Prologis, Bank of America, Target and and Moss Adams focused their initiatives on mentoring female employees to give them access to sponsorship and leadership positions that qualified women have been long denied due to conscious as well unconscious biases in the workplace. Target’s CEO Brian Cornell has, in fact, partnered with PepsiCo CEO Indra Nooyi to form a Future Fund to achieve 50/50 gender parity in the retail industry at all seniority levels.
Micah Weinberg, President of Bay Area Council Economic Institute, shared that “I have to affirmatively remember to mentor the women on my team. It is very easy and comfortable to bring under my wing someone who is a dude with brown hair and beard like myself.” Only 30% of male mentors are mentoring women, whereas 73% of female mentors are providing support to develop women. Mr Weinberg works with 300 largest employers in Bay Area, and he added that “85% of millennial women care about their employer’s diversity and inclusion initiatives, and only 71% of them believe that opportunities are not offered to all equally.”
Weinberg emphasized the need for extending paid parental leave to enable Americans to work as well as raise a family regardless of their income brackets.. “Only 12% of private sector employees in the US are offered paid parental leave by their employer. 43% of highly qualified women leave their jobs permanently or for extended periods of time to raise their children.”
Morgan Stanley’s Return to Work program earned the spotlight at the forum on Friday. The 12 week long internship program is in its third year, and has already resulted in 10 full-time hires. “90% of the women who leave the workforce want to return. Only 40% of them are able to successfully do so.
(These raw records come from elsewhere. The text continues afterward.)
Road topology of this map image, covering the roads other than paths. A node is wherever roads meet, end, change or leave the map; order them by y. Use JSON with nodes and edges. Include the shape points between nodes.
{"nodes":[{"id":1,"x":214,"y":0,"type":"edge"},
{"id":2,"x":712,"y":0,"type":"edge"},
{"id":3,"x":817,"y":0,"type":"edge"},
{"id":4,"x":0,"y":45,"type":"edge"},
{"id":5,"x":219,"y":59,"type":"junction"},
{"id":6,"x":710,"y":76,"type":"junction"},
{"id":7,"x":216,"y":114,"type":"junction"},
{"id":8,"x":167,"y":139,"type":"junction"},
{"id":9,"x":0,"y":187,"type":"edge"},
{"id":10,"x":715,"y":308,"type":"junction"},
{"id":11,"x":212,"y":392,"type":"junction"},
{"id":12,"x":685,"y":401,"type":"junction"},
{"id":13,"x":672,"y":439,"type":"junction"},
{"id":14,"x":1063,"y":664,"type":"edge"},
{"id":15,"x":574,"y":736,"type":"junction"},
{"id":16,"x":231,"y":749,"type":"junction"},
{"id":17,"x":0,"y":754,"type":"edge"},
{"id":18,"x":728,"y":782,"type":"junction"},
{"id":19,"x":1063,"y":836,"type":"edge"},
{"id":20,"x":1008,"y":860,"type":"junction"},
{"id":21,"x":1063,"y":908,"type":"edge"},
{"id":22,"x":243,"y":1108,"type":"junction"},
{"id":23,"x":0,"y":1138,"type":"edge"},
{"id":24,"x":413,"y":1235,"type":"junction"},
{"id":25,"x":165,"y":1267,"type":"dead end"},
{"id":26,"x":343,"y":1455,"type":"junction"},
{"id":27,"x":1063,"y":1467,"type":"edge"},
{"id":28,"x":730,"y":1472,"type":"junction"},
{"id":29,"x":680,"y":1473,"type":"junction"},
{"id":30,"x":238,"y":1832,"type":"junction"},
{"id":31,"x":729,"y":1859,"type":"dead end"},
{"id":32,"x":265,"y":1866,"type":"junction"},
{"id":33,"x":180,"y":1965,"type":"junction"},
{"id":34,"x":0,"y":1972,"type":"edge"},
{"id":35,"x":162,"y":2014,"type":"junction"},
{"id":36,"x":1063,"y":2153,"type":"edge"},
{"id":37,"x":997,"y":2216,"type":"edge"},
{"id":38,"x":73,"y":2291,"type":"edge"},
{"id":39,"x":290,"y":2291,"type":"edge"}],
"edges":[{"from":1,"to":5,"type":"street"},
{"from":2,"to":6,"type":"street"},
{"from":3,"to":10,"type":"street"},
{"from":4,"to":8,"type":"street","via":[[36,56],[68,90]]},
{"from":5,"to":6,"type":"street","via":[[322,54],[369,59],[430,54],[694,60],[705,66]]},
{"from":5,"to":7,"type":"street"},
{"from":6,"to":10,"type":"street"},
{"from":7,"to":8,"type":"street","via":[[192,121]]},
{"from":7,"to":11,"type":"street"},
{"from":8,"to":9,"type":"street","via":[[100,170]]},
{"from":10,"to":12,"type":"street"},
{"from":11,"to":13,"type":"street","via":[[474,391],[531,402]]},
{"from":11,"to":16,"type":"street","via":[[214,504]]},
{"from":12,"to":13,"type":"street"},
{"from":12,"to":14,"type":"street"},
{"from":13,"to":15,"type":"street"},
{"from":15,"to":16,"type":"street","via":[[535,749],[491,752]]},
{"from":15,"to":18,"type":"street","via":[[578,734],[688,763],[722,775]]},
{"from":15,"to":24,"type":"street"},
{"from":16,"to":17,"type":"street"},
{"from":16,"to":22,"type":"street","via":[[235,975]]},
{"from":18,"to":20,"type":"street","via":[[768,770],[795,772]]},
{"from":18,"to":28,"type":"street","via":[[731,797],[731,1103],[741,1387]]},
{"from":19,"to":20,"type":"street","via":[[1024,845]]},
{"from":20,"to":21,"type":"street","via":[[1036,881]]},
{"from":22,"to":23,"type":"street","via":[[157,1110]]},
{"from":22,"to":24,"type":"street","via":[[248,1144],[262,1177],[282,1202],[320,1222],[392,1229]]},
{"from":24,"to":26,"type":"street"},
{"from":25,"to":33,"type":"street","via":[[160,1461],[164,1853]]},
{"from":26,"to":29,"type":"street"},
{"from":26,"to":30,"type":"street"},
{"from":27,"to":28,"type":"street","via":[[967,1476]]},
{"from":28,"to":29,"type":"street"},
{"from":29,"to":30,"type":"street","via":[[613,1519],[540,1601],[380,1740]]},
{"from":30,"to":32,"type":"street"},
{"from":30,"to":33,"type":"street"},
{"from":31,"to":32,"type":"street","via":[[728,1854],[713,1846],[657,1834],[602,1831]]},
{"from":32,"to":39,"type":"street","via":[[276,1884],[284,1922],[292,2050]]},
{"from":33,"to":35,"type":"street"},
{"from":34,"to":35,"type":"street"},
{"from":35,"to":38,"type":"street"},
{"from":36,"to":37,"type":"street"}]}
It was a no-brainer business case for us, and I am very proud of this program for creating meaningful opportunities for this untapped talent pool”, Susan Reid, Morgan Stanley’s Managing Director and Global Head of Diversity & Inclusion, shared with us.
Similarly, PWC empowers their employees to take a leave of absence of 16 consecutive weeks for parental or other reasons, and the transition back without affecting their performance ratings and career advancement within PWC.
The forum brought together about a hundred diversity leaders from across the country to share their actionable and measurable programs to create gender equality in the workplace. The highlights were the need for mentoring women at scale and monitoring the measurable outcomes of diversity initiatives.
“If you can’t count it, then it doesn’t count. It’s important to monitor your data over time and transparently share it with your employees to create shared accountability. Our Forum|W initiative for our female employees has measured our KPI’s for the last 7 years, and it’s only through monitoring our data over time that we can understand our employee goals and trends to recruit, develop and retain our women, “ added Jen Wyne, Head of Human Resources at the leading accounting firm Moss Adams.